**Task prompt**.
What is needed is every line of the data that includes the word "wrist". Please copy each one.

Start of Block

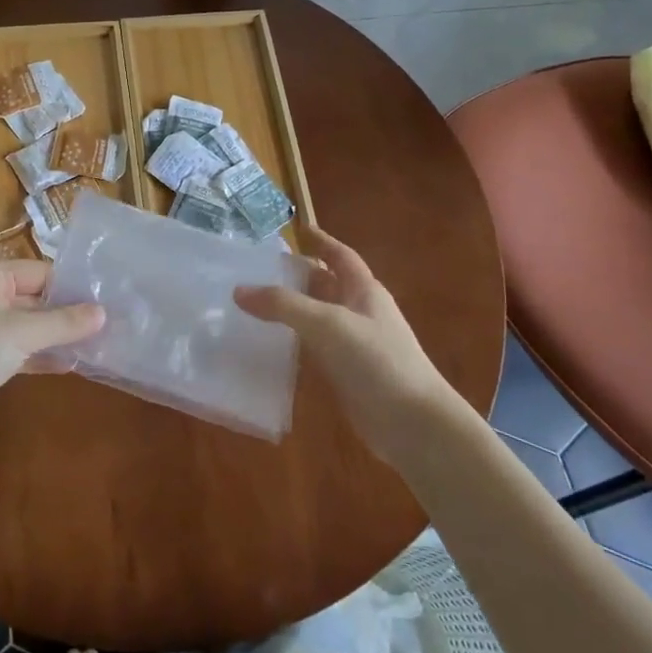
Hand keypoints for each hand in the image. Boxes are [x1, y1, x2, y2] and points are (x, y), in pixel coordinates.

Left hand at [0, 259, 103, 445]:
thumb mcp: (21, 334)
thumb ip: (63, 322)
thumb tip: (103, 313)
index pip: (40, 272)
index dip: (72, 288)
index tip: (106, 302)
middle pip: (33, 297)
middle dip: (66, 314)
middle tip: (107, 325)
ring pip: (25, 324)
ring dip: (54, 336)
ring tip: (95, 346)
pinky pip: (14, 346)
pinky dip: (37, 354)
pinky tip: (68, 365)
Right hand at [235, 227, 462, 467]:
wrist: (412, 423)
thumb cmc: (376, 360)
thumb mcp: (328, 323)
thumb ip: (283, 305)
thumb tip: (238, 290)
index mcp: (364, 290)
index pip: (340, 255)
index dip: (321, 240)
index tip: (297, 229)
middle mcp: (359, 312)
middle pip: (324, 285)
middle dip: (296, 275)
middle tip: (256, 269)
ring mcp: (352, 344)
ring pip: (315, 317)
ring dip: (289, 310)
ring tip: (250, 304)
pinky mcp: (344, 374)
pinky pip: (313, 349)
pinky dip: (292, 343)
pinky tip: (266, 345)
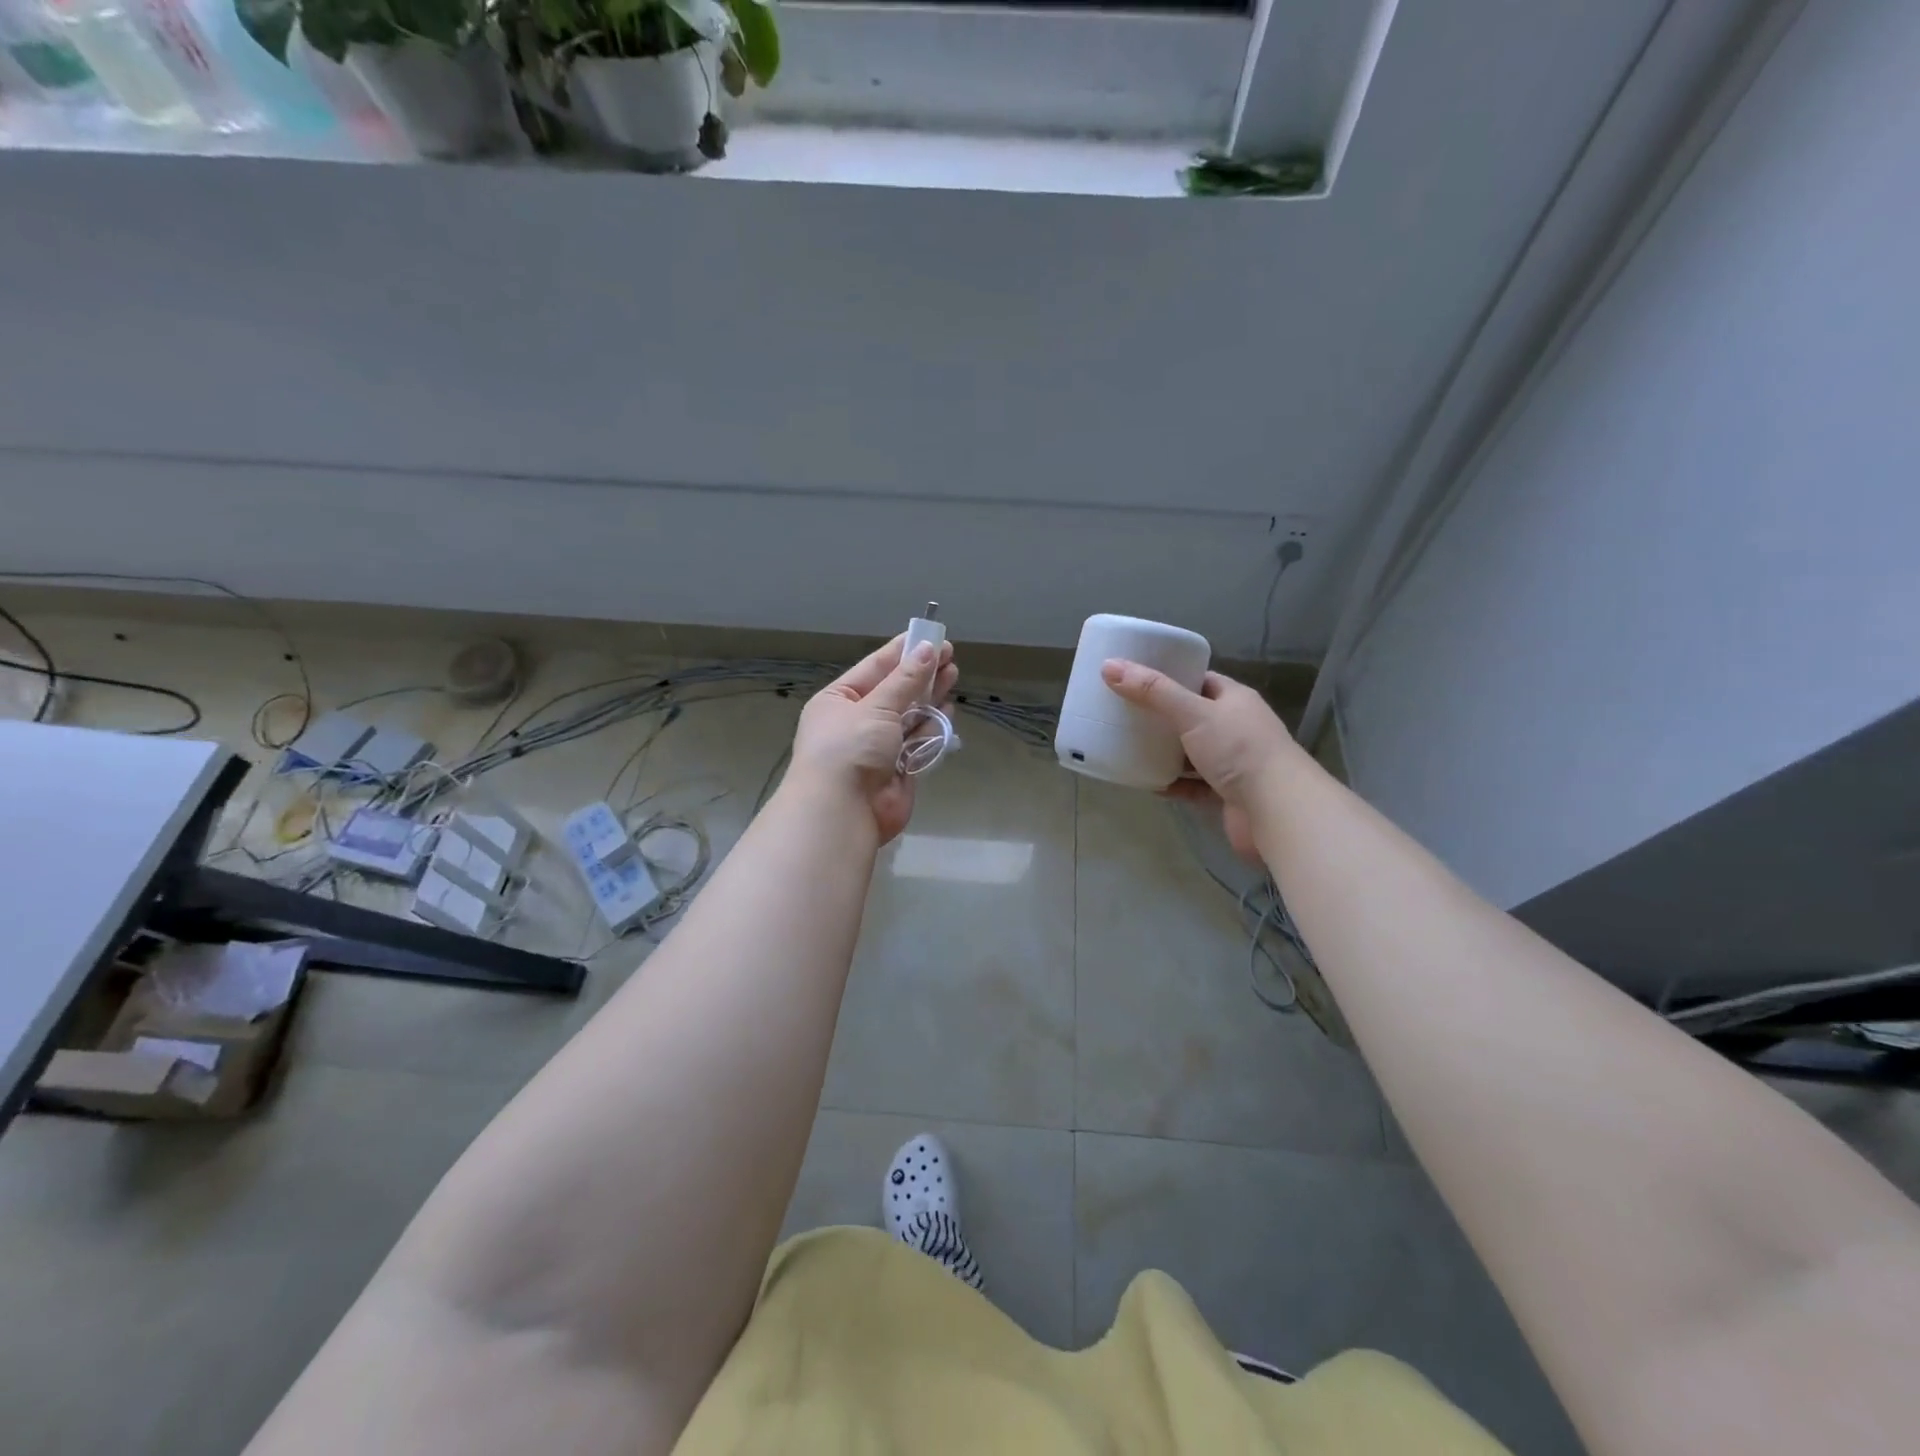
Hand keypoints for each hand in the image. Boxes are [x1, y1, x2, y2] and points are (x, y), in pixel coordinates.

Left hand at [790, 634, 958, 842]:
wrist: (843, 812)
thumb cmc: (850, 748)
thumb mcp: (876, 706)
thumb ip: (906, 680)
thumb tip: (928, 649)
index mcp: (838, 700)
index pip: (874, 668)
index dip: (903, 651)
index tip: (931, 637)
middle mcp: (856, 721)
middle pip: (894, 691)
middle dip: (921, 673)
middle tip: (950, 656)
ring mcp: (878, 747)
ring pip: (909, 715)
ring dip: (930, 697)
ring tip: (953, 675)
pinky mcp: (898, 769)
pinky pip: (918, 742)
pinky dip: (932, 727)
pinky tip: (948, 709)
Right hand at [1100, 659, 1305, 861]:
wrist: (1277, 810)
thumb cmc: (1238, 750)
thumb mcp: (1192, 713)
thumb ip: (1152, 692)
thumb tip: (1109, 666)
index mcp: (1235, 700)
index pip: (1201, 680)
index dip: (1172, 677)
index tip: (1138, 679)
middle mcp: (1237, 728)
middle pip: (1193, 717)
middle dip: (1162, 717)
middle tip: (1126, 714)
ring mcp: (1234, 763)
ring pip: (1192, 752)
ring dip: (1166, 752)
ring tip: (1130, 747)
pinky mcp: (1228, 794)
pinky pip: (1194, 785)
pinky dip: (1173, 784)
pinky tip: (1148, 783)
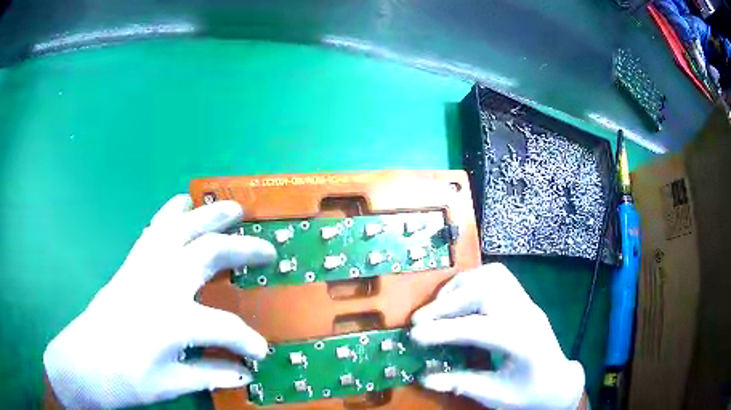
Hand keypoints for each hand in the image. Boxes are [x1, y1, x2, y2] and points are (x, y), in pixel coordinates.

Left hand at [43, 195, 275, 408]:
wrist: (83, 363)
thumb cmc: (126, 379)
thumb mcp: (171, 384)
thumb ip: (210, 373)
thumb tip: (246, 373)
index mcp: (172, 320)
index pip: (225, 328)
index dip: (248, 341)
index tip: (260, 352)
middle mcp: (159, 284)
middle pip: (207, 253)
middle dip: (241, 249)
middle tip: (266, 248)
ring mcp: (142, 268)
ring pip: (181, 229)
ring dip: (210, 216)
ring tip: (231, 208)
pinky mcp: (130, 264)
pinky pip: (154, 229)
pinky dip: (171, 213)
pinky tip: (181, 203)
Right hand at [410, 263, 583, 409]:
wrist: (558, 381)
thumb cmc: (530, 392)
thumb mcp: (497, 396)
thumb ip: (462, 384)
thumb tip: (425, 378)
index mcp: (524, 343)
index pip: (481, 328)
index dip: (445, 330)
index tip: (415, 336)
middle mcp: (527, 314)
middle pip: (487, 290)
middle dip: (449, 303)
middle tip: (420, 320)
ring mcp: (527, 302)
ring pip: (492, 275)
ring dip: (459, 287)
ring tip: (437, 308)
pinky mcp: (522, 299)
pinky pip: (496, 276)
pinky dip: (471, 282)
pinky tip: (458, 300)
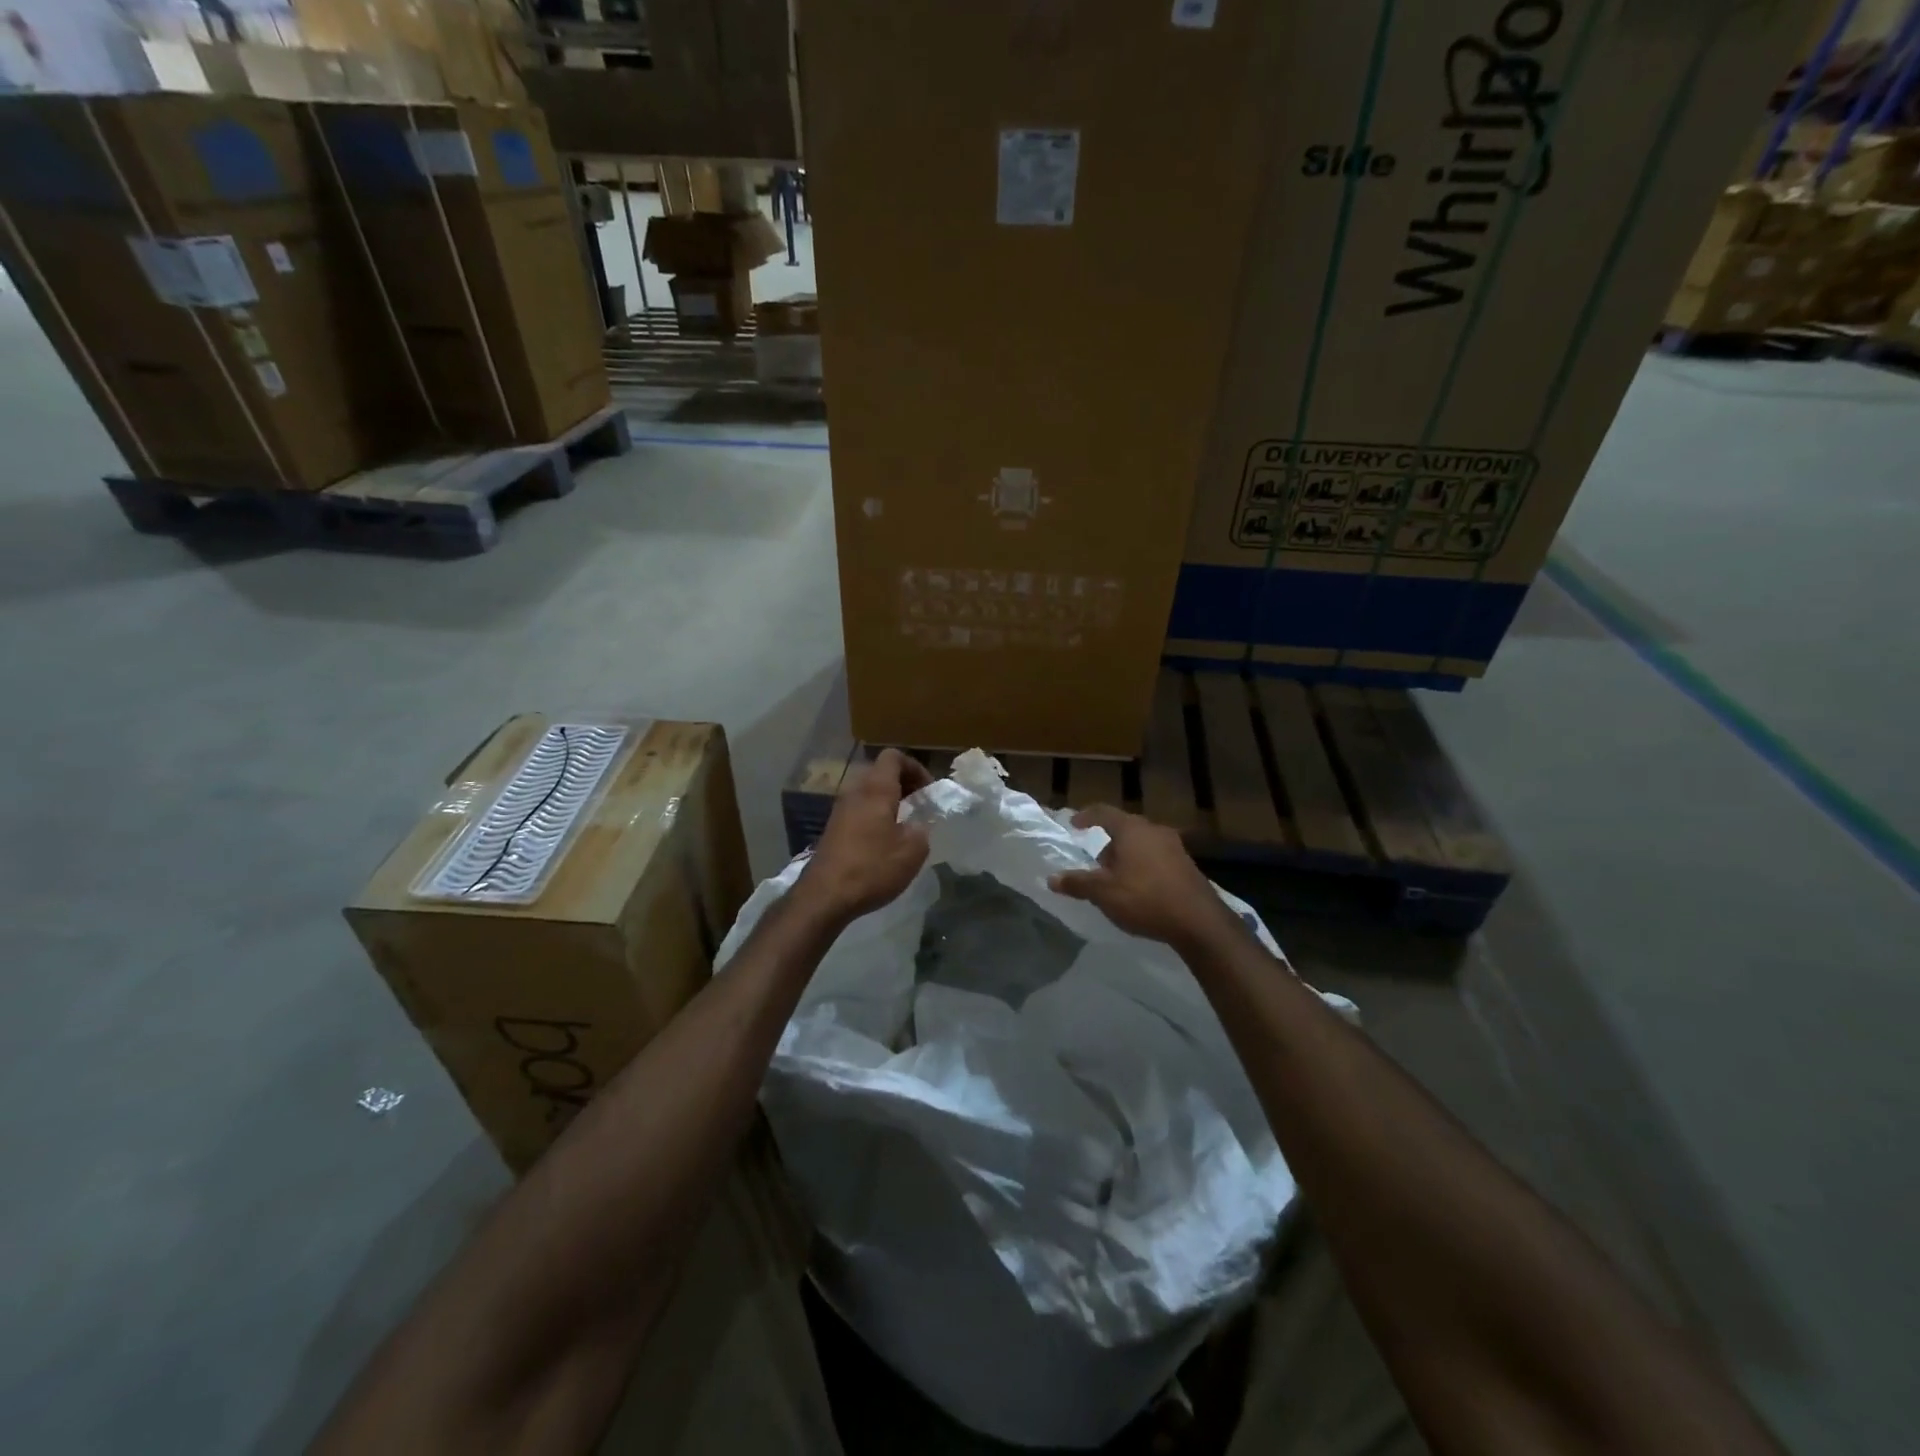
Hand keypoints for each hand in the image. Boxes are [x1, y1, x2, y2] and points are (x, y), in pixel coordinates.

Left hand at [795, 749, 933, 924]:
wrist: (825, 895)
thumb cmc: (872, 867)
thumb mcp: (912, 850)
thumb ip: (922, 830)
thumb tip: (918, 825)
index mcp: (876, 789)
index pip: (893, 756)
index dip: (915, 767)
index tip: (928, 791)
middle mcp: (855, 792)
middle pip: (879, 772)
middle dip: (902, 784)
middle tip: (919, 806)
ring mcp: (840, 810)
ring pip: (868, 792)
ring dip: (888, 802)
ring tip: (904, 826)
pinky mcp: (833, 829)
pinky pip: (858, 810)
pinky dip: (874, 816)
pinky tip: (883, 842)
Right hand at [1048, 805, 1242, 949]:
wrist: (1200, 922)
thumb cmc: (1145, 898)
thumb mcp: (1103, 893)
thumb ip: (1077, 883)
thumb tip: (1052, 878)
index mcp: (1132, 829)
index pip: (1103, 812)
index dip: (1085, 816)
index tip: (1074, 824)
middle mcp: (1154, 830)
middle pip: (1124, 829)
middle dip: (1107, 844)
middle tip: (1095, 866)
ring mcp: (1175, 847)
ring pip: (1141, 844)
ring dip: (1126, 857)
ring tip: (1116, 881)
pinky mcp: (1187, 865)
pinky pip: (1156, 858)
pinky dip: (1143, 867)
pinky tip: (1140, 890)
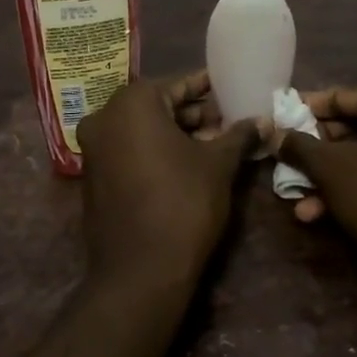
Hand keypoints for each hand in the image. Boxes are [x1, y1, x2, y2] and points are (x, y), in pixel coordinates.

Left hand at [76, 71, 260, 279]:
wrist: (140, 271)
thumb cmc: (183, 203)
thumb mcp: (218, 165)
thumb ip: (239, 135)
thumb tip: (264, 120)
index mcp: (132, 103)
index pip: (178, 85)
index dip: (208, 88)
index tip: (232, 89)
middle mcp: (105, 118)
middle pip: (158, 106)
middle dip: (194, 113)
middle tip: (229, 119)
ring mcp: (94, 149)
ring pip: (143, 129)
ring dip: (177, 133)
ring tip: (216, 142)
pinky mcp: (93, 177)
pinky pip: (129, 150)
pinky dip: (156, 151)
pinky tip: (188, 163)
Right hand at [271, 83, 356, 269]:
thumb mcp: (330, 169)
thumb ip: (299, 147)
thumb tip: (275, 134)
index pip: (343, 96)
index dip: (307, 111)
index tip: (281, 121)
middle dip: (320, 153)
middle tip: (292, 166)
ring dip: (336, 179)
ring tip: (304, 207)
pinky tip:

End of Block

**Answer box**.
wrist: (412, 423)
wrist: (843, 812)
wrist: (1277, 810)
wrist: (83, 363)
wrist: (558, 381)
wrist: (825, 895)
wrist: (1200, 922)
wrist: (140, 271)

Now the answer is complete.